17942174. HEURISTIC IDENTIFICATION OF SHARED SUBSTRINGS BETWEEN TEXT DOCUMENTS simplified abstract (MICROSOFT TECHNOLOGY LICENSING, LLC)

From WikiPatents
Jump to navigation Jump to search

HEURISTIC IDENTIFICATION OF SHARED SUBSTRINGS BETWEEN TEXT DOCUMENTS

Organization Name

MICROSOFT TECHNOLOGY LICENSING, LLC

Inventor(s)

Mary Elizabeth Wahl of Pasadena CA (US)

Amanda Leah Mercier of Oakton VA (US)

George Taylor Corbett of Rockville MD (US)

HEURISTIC IDENTIFICATION OF SHARED SUBSTRINGS BETWEEN TEXT DOCUMENTS - A simplified explanation of the abstract

This abstract first appeared for US patent application 17942174 titled 'HEURISTIC IDENTIFICATION OF SHARED SUBSTRINGS BETWEEN TEXT DOCUMENTS

Simplified Explanation

The patent application describes technologies for document evaluation and identification of shared textual substrings between documents. Here is a simplified explanation of the abstract:

  • A suffix index is generated from a reference document.
  • The suffix index is used to identify common substrings of text within query documents.
  • Variable evaluation windows within the query documents are used.
  • Indications of overlapping textual information between the reference document and query documents are generated as an output.

Potential Applications

This technology could be applied in plagiarism detection software, document comparison tools, and content management systems.

Problems Solved

This technology helps in efficiently identifying shared textual information between documents, aiding in content analysis and comparison.

Benefits

The technology streamlines the process of document evaluation and comparison, saving time and effort for users. It enhances accuracy in identifying similarities between texts.
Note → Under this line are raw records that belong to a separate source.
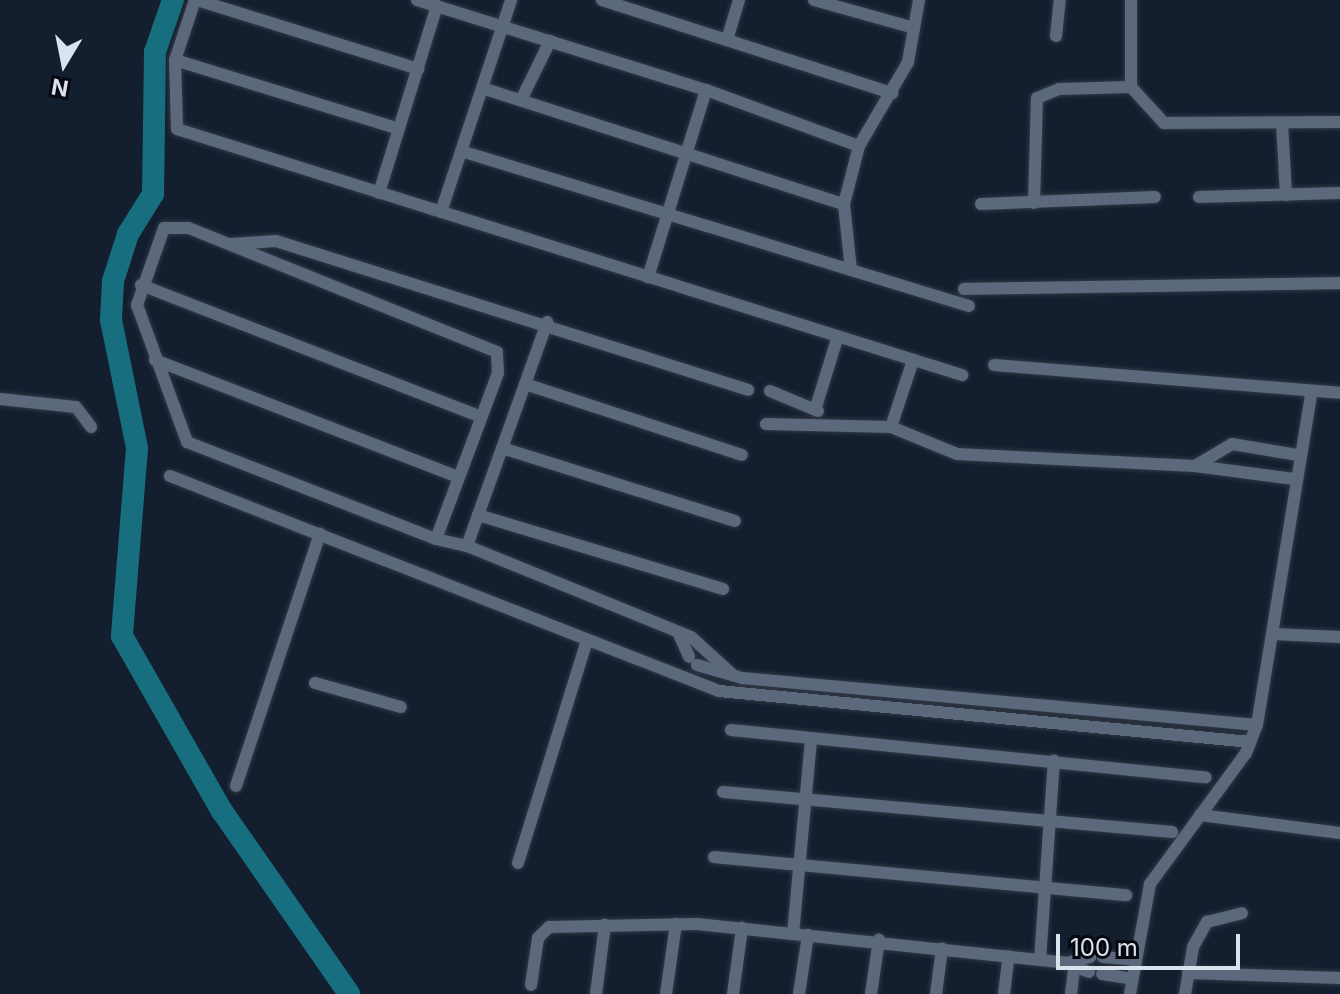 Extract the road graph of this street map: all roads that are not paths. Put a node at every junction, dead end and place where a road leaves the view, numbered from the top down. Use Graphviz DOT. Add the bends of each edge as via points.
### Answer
graph roads {
  1 [pos="196,0"];
  2 [pos="417,0"];
  3 [pos="511,0"];
  4 [pos="602,0"];
  5 [pos="739,0"];
  6 [pos="814,0"];
  7 [pos="919,0"];
  8 [pos="1060,0"];
  9 [pos="1131,0"];
  10 [pos="437,6"];
  11 [pos="502,26"];
  12 [pos="914,28"];
  13 [pos="1056,36"];
  14 [pos="727,40"];
  15 [pos="550,41"];
  16 [pos="175,60"];
  17 [pos="418,69"];
  18 [pos="1131,87"];
  19 [pos="482,88"];
  20 [pos="706,90"];
  21 [pos="892,93"];
  22 [pos="521,100"];
  23 [pos="1340,122"];
  24 [pos="1282,123"];
  25 [pos="399,129"];
  26 [pos="859,146"];
  27 [pos="461,151"];
  28 [pos="687,151"];
  29 [pos="379,193"];
  30 [pos="1339,193"];
  31 [pos="1286,195"];
  32 [pos="1155,197"];
  33 [pos="1199,197"];
  34 [pos="1034,203"];
  35 [pos="844,204"];
  36 [pos="981,204"];
  37 [pos="441,212"];
  38 [pos="667,215"];
  39 [pos="230,244"];
  40 [pos="851,270"];
  41 [pos="648,277"];
  42 [pos="1340,283"];
  43 [pos="141,285"];
  44 [pos="964,289"];
  45 [pos="969,306"];
  46 [pos="547,322"];
  47 [pos="838,336"];
  48 [pos="155,360"];
  49 [pos="913,360"];
  50 [pos="994,365"];
  51 [pos="962,375"];
  52 [pos="525,384"];
  53 [pos="748,390"];
  54 [pos="770,391"];
  55 [pos="1340,393"];
  56 [pos="1311,394"];
  57 [pos="0,399"];
  58 [pos="816,407"];
  59 [pos="477,415"];
  60 [pos="766,424"];
  61 [pos="824,425"];
  62 [pos="91,427"];
  63 [pos="891,427"];
  64 [pos="502,448"];
  65 [pos="742,455"];
  66 [pos="1298,455"];
  67 [pos="1195,466"];
  68 [pos="170,476"];
  69 [pos="456,476"];
  70 [pos="1294,479"];
  71 [pos="478,515"];
  72 [pos="735,521"];
  73 [pos="320,534"];
  74 [pos="436,539"];
  75 [pos="467,546"];
  76 [pos="723,589"];
  77 [pos="678,632"];
  78 [pos="1273,634"];
  79 [pos="1340,637"];
  80 [pos="587,640"];
  81 [pos="732,674"];
  82 [pos="315,683"];
  83 [pos="401,707"];
  84 [pos="1257,725"];
  85 [pos="731,730"];
  86 [pos="811,739"];
  87 [pos="1251,742"];
  88 [pos="1054,760"];
  89 [pos="1206,777"];
  90 [pos="236,786"];
  91 [pos="723,792"];
  92 [pos="806,801"];
  93 [pos="1200,815"];
  94 [pos="1051,822"];
  95 [pos="1172,832"];
  96 [pos="1340,833"];
  97 [pos="714,857"];
  98 [pos="518,863"];
  99 [pos="799,866"];
  100 [pos="1047,888"];
  101 [pos="1126,895"];
  102 [pos="1242,913"];
  103 [pos="676,924"];
  104 [pos="605,925"];
  105 [pos="742,928"];
  106 [pos="793,934"];
  107 [pos="808,935"];
  108 [pos="879,940"];
  109 [pos="942,948"];
  110 [pos="1009,956"];
  111 [pos="1040,960"];
  112 [pos="1135,960"];
  113 [pos="1072,963"];
  114 [pos="1188,973"];
  115 [pos="1340,978"];
  116 [pos="1132,979"];
  117 [pos="531,985"];
  118 [pos="596,994"];
  119 [pos="666,994"];
  120 [pos="733,994"];
  121 [pos="799,994"];
  122 [pos="871,994"];
  123 [pos="936,994"];
  124 [pos="1004,994"];
  125 [pos="1071,994"];
  126 [pos="1130,994"];
  127 [pos="1185,994"];
  1 -- 16 [label="street"];
  1 -- 17 [label="street"];
  2 -- 10 [label="street"];
  3 -- 11 [label="street"];
  4 -- 14 [label="street"];
  5 -- 14 [label="street"];
  6 -- 12 [label="street"];
  7 -- 12 [label="street"];
  8 -- 13 [label="street"];
  9 -- 18 [label="street"];
  10 -- 11 [label="street"];
  10 -- 17 [label="street"];
  11 -- 15 [label="street"];
  11 -- 19 [label="street"];
  12 -- 21 [label="street"];
  14 -- 21 [label="street"];
  15 -- 20 [label="street"];
  15 -- 22 [label="street"];
  16 -- 25 [label="street"];
  16 -- 29 [label="street" via="177,129"];
  17 -- 25 [label="street"];
  18 -- 24 [label="street" via="1164,123"];
  18 -- 34 [label="street" via="1059,89 1037,98"];
  19 -- 22 [label="street"];
  19 -- 27 [label="street"];
  20 -- 26 [label="street"];
  20 -- 28 [label="street"];
  21 -- 26 [label="street"];
  22 -- 28 [label="street"];
  23 -- 24 [label="street"];
  24 -- 31 [label="street"];
  25 -- 29 [label="street"];
  26 -- 35 [label="street"];
  27 -- 37 [label="street"];
  27 -- 38 [label="street"];
  28 -- 35 [label="street"];
  28 -- 38 [label="street"];
  29 -- 37 [label="street"];
  30 -- 31 [label="street"];
  31 -- 33 [label="street"];
  32 -- 34 [label="street"];
  34 -- 36 [label="street"];
  35 -- 40 [label="street"];
  37 -- 41 [label="street"];
  38 -- 40 [label="street"];
  38 -- 41 [label="street"];
  39 -- 43 [label="street" via="173,224 157,237"];
  39 -- 46 [label="street" via="276,241"];
  39 -- 59 [label="street" via="490,347 499,366"];
  40 -- 45 [label="street"];
  41 -- 47 [label="street"];
  42 -- 44 [label="street"];
  43 -- 48 [label="street" via="137,305"];
  43 -- 59 [label="street"];
  46 -- 52 [label="street"];
  46 -- 53 [label="street"];
  47 -- 49 [label="street"];
  47 -- 58 [label="street"];
  48 -- 69 [label="street"];
  48 -- 74 [label="street" via="187,442"];
  49 -- 51 [label="street"];
  49 -- 63 [label="street"];
  50 -- 56 [label="street"];
  52 -- 64 [label="street"];
  52 -- 65 [label="street"];
  54 -- 58 [label="street"];
  55 -- 56 [label="street"];
  56 -- 66 [label="street"];
  57 -- 62 [label="street" via="82,409"];
  58 -- 61 [label="street"];
  59 -- 69 [label="street"];
  60 -- 61 [label="street"];
  61 -- 63 [label="street"];
  63 -- 67 [label="street" via="957,454"];
  64 -- 71 [label="street"];
  64 -- 72 [label="street"];
  66 -- 67 [label="street" via="1232,444"];
  66 -- 70 [label="street"];
  67 -- 70 [label="street"];
  68 -- 73 [label="street"];
  69 -- 74 [label="street"];
  70 -- 78 [label="street"];
  71 -- 75 [label="street"];
  71 -- 76 [label="street"];
  73 -- 80 [label="street"];
  73 -- 90 [label="street"];
  74 -- 75 [label="street"];
  75 -- 77 [label="street"];
  77 -- 81 [label="street"];
  77 -- 81 [label="street" via="693,661"];
  78 -- 79 [label="street"];
  78 -- 84 [label="street"];
  80 -- 87 [label="street" via="731,694"];
  80 -- 98 [label="street"];
  81 -- 84 [label="street"];
  82 -- 83 [label="street"];
  84 -- 87 [label="street"];
  85 -- 86 [label="street"];
  86 -- 88 [label="street"];
  86 -- 92 [label="street"];
  87 -- 93 [label="street"];
  88 -- 89 [label="street"];
  88 -- 94 [label="street"];
  91 -- 92 [label="street"];
  92 -- 94 [label="street"];
  92 -- 99 [label="street"];
  93 -- 96 [label="street"];
  93 -- 112 [label="street" via="1150,884"];
  94 -- 95 [label="street"];
  94 -- 100 [label="street"];
  97 -- 99 [label="street"];
  99 -- 100 [label="street"];
  99 -- 106 [label="street"];
  100 -- 101 [label="street"];
  100 -- 111 [label="street"];
  102 -- 114 [label="street" via="1211,917"];
  103 -- 104 [label="street"];
  103 -- 105 [label="street"];
  103 -- 119 [label="street"];
  104 -- 117 [label="street" via="543,929"];
  104 -- 118 [label="street"];
  105 -- 106 [label="street"];
  105 -- 120 [label="street"];
  106 -- 107 [label="street"];
  107 -- 108 [label="street"];
  107 -- 121 [label="street"];
  108 -- 109 [label="street"];
  108 -- 122 [label="street"];
  109 -- 110 [label="street"];
  109 -- 123 [label="street"];
  110 -- 111 [label="street"];
  110 -- 124 [label="street"];
  111 -- 113 [label="street"];
  112 -- 113 [label="street" via="1096,957"];
  112 -- 116 [label="street"];
  113 -- 116 [label="street"];
  113 -- 125 [label="street"];
  114 -- 115 [label="street"];
  114 -- 127 [label="street"];
  116 -- 126 [label="street"];
}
Potential Commercial Applications

"Textual Substring Identification Technology: Enhancing Document Comparison and Analysis"

Possible Prior Art

Prior art in this field includes existing document comparison tools, plagiarism detection software, and text analysis algorithms.

Unanswered Questions

How does this technology handle different languages in documents?

The technology's ability to identify shared textual substrings across documents in different languages is not explicitly mentioned in the abstract. It would be interesting to know if the system has language detection capabilities and how it handles multilingual documents.

Can this technology be integrated with existing document management systems?

The abstract does not specify if this technology can be easily integrated with existing document management systems. Understanding the compatibility and integration process with other software solutions would be beneficial for potential users looking to implement this technology.


Original Abstract Submitted

Technologies for document evaluation and identification of shared textual substrings between documents are described herein. Documents are evaluated and organized according to textual elements within the documents. A suffix index is generated from a reference document. The suffix index is used to identify common substrings of text within query documents using variable evaluation windows within the query documents. Indications of overlapping textual information between the reference document and query documents is generated as an output.